**How to complete this task**
Below are some records; find each line that carries the word "بلال" and copy it.

------------------------------

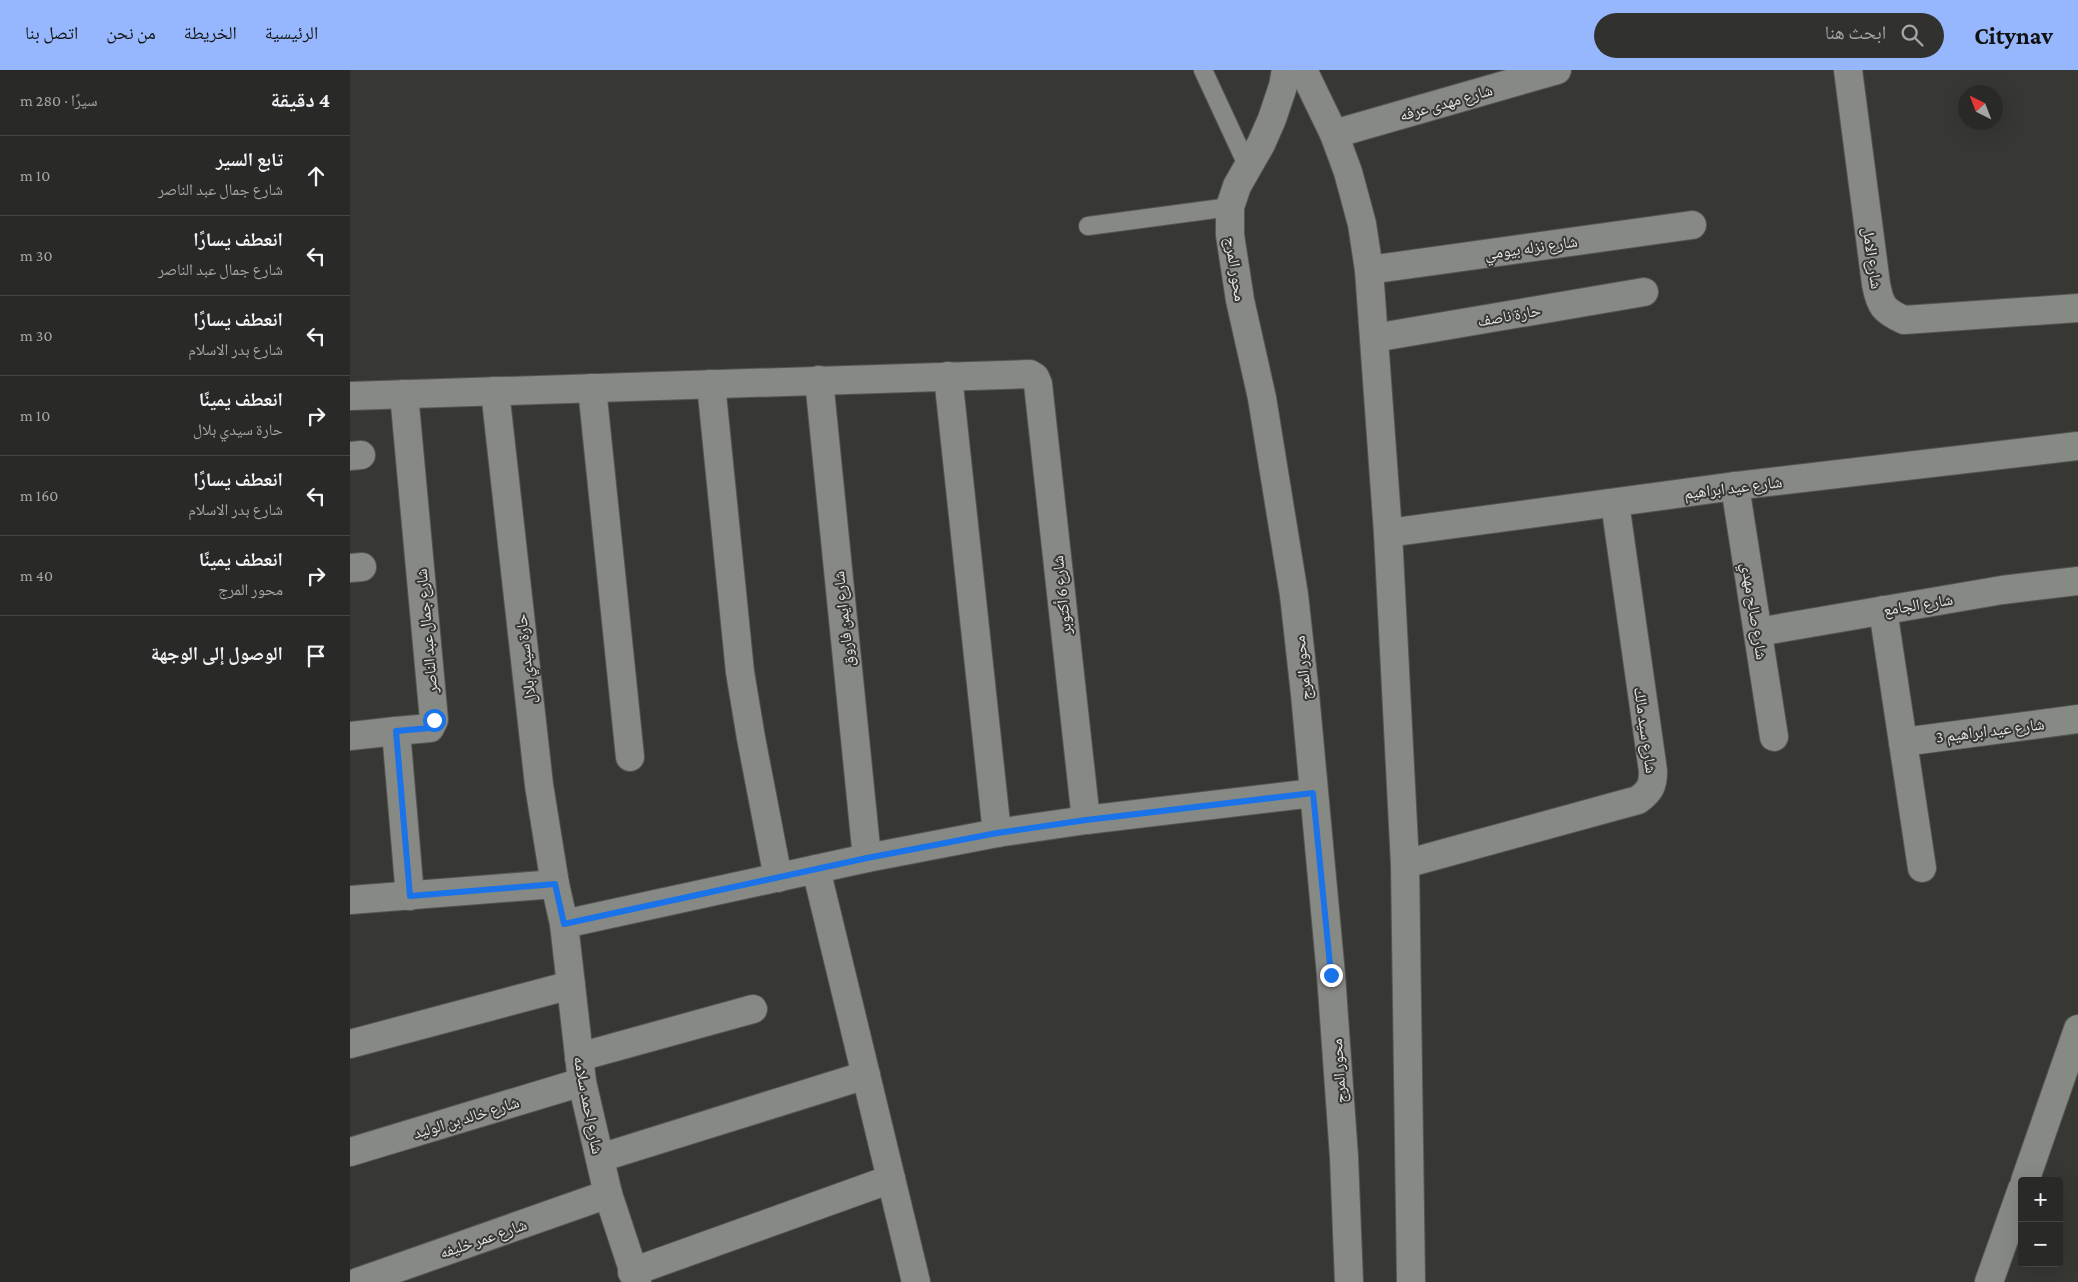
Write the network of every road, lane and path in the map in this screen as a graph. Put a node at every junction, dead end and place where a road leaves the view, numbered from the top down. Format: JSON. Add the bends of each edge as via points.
{"nodes":[{"id":1,"x":1203,"y":70,"type":"edge"},
{"id":2,"x":1286,"y":70,"type":"edge"},
{"id":3,"x":1303,"y":70,"type":"edge"},
{"id":4,"x":1557,"y":70,"type":"edge"},
{"id":5,"x":1848,"y":70,"type":"edge"},
{"id":6,"x":1334,"y":134,"type":"junction"},
{"id":7,"x":1248,"y":167,"type":"junction"},
{"id":8,"x":1230,"y":207,"type":"junction"},
{"id":9,"x":1692,"y":225,"type":"dead end"},
{"id":10,"x":1088,"y":226,"type":"dead end"},
{"id":11,"x":1369,"y":270,"type":"junction"},
{"id":12,"x":1644,"y":292,"type":"dead end"},
{"id":13,"x":2078,"y":308,"type":"edge"},
{"id":14,"x":1374,"y":338,"type":"junction"},
{"id":15,"x":948,"y":376,"type":"junction"},
{"id":16,"x":819,"y":380,"type":"junction"},
{"id":17,"x":711,"y":384,"type":"junction"},
{"id":18,"x":592,"y":388,"type":"junction"},
{"id":19,"x":495,"y":392,"type":"junction"},
{"id":20,"x":404,"y":394,"type":"junction"},
{"id":21,"x":350,"y":396,"type":"edge"},
{"id":22,"x":2078,"y":446,"type":"edge"},
{"id":23,"x":1736,"y":486,"type":"junction"},
{"id":24,"x":1615,"y":503,"type":"junction"},
{"id":25,"x":1388,"y":533,"type":"junction"},
{"id":26,"x":2078,"y":581,"type":"edge"},
{"id":27,"x":1883,"y":610,"type":"junction"},
{"id":28,"x":1758,"y":632,"type":"junction"},
{"id":29,"x":2078,"y":719,"type":"edge"},
{"id":30,"x":396,"y":731,"type":"junction"},
{"id":31,"x":350,"y":736,"type":"edge"},
{"id":32,"x":1774,"y":737,"type":"dead end"},
{"id":33,"x":1903,"y":742,"type":"junction"},
{"id":34,"x":630,"y":758,"type":"dead end"},
{"id":35,"x":1313,"y":793,"type":"junction"},
{"id":36,"x":1086,"y":820,"type":"junction"},
{"id":37,"x":997,"y":833,"type":"junction"},
{"id":38,"x":867,"y":858,"type":"junction"},
{"id":39,"x":1404,"y":864,"type":"junction"},
{"id":40,"x":1922,"y":868,"type":"dead end"},
{"id":41,"x":816,"y":869,"type":"junction"},
{"id":42,"x":778,"y":878,"type":"junction"},
{"id":43,"x":555,"y":884,"type":"junction"},
{"id":44,"x":410,"y":896,"type":"junction"},
{"id":45,"x":350,"y":900,"type":"edge"},
{"id":46,"x":564,"y":924,"type":"junction"},
{"id":47,"x":570,"y":985,"type":"junction"},
{"id":48,"x":752,"y":1009,"type":"dead end"},
{"id":49,"x":2078,"y":1029,"type":"edge"},
{"id":50,"x":350,"y":1044,"type":"edge"},
{"id":51,"x":581,"y":1070,"type":"junction"},
{"id":52,"x":866,"y":1075,"type":"junction"},
{"id":53,"x":350,"y":1152,"type":"edge"},
{"id":54,"x":600,"y":1158,"type":"junction"},
{"id":55,"x":2026,"y":1177,"type":"edge"},
{"id":56,"x":890,"y":1178,"type":"junction"},
{"id":57,"x":608,"y":1194,"type":"junction"},
{"id":58,"x":2018,"y":1200,"type":"edge"},
{"id":59,"x":634,"y":1277,"type":"edge"},
{"id":60,"x":358,"y":1282,"type":"edge"},
{"id":61,"x":916,"y":1282,"type":"edge"},
{"id":62,"x":1350,"y":1282,"type":"edge"},
{"id":63,"x":1411,"y":1282,"type":"edge"},
{"id":64,"x":1989,"y":1282,"type":"edge"}],
"edges":[{"from":1,"to":7,"type":"lane"},
{"from":2,"to":7,"type":"street","name":"محور المرج","via":[[1272,119]]},
{"from":3,"to":6,"type":"street"},
{"from":4,"to":6,"type":"street","name":"شارع مهدى عرفه"},
{"from":5,"to":13,"type":"street","name":"شارع الامل","via":[[1879,300],[1889,313],[1904,320]]},
{"from":6,"to":11,"type":"street","via":[[1362,224]]},
{"from":7,"to":8,"type":"street","name":"محور المرج"},
{"from":8,"to":10,"type":"lane"},
{"from":8,"to":35,"type":"street","name":"محور المرج","via":[[1230,235],[1237,282],[1262,398],[1294,594]]},
{"from":9,"to":11,"type":"street","name":"شارع نزله بيومي"},
{"from":11,"to":14,"type":"street"},
{"from":12,"to":14,"type":"street","name":"حارة ناصف"},
{"from":14,"to":25,"type":"street"},
{"from":15,"to":16,"type":"street"},
{"from":15,"to":36,"type":"street","name":"شارع 6 أكتوبر","via":[[1030,374],[1038,384]]},
{"from":15,"to":37,"type":"street"},
{"from":16,"to":17,"type":"street"},
{"from":16,"to":38,"type":"street","name":"شارع ايمن فاروق"},
{"from":17,"to":18,"type":"street"},
{"from":17,"to":42,"type":"street","via":[[740,672]]},
{"from":18,"to":19,"type":"street"},
{"from":18,"to":34,"type":"street"},
{"from":19,"to":20,"type":"street"},
{"from":19,"to":43,"type":"street","name":"حارة سيدي بلال","via":[[539,784]]},
{"from":20,"to":21,"type":"street"},
{"from":20,"to":30,"type":"street","name":"شارع جمال عبد الناصر","via":[[434,720],[430,728]]},
{"from":22,"to":23,"type":"street","name":"شارع عيد ابراهيم"},
{"from":23,"to":24,"type":"street","name":"شارع عيد ابراهيم"},
{"from":23,"to":28,"type":"street","name":"شارع صالح مهدي"},
{"from":24,"to":25,"type":"street","name":"شارع عيد ابراهيم"},
{"from":24,"to":39,"type":"street","name":"شارع سيد مالك","via":[[1653,771],[1651,788],[1638,800]]},
{"from":25,"to":39,"type":"street"},
{"from":26,"to":27,"type":"street","name":"شارع الجامع"},
{"from":27,"to":28,"type":"street","name":"شارع الجامع"},
{"from":27,"to":33,"type":"street"},
{"from":28,"to":32,"type":"street","name":"شارع صالح مهدي"},
{"from":29,"to":33,"type":"street","name":"شارع عيد ابراهيم 3"},
{"from":30,"to":31,"type":"street"},
{"from":30,"to":44,"type":"street"},
{"from":33,"to":40,"type":"street"},
{"from":35,"to":36,"type":"street"},
{"from":35,"to":62,"type":"street","name":"محور المرج","via":[[1332,984]]},
{"from":36,"to":37,"type":"street"},
{"from":37,"to":38,"type":"street"},
{"from":38,"to":41,"type":"street"},
{"from":39,"to":63,"type":"street"},
{"from":41,"to":42,"type":"street"},
{"from":41,"to":52,"type":"street"},
{"from":42,"to":46,"type":"street"},
{"from":43,"to":44,"type":"street"},
{"from":43,"to":46,"type":"street","name":"حارة سيدي بلال"},
{"from":44,"to":45,"type":"street"},
{"from":46,"to":47,"type":"street","name":"شارع احمد سلامه"},
{"from":47,"to":50,"type":"street"},
{"from":47,"to":51,"type":"street","name":"شارع احمد سلامه"},
{"from":48,"to":51,"type":"street","name":"شارع خالد بن الوليد"},
{"from":49,"to":55,"type":"street"},
{"from":51,"to":53,"type":"street","name":"شارع خالد بن الوليد"},
{"from":51,"to":54,"type":"street","name":"شارع احمد سلامه"},
{"from":52,"to":54,"type":"street"},
{"from":52,"to":56,"type":"street"},
{"from":54,"to":57,"type":"street","name":"شارع احمد سلامه"},
{"from":56,"to":59,"type":"street"},
{"from":56,"to":61,"type":"street"},
{"from":57,"to":59,"type":"street","name":"شارع احمد سلامه"},
{"from":57,"to":60,"type":"street","name":"شارع عمر خليفه"},
{"from":58,"to":64,"type":"street"}]}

------------------------------

**Result**
{"from":19,"to":43,"type":"street","name":"حارة سيدي بلال","via":[[539,784]]},
{"from":43,"to":46,"type":"street","name":"حارة سيدي بلال"},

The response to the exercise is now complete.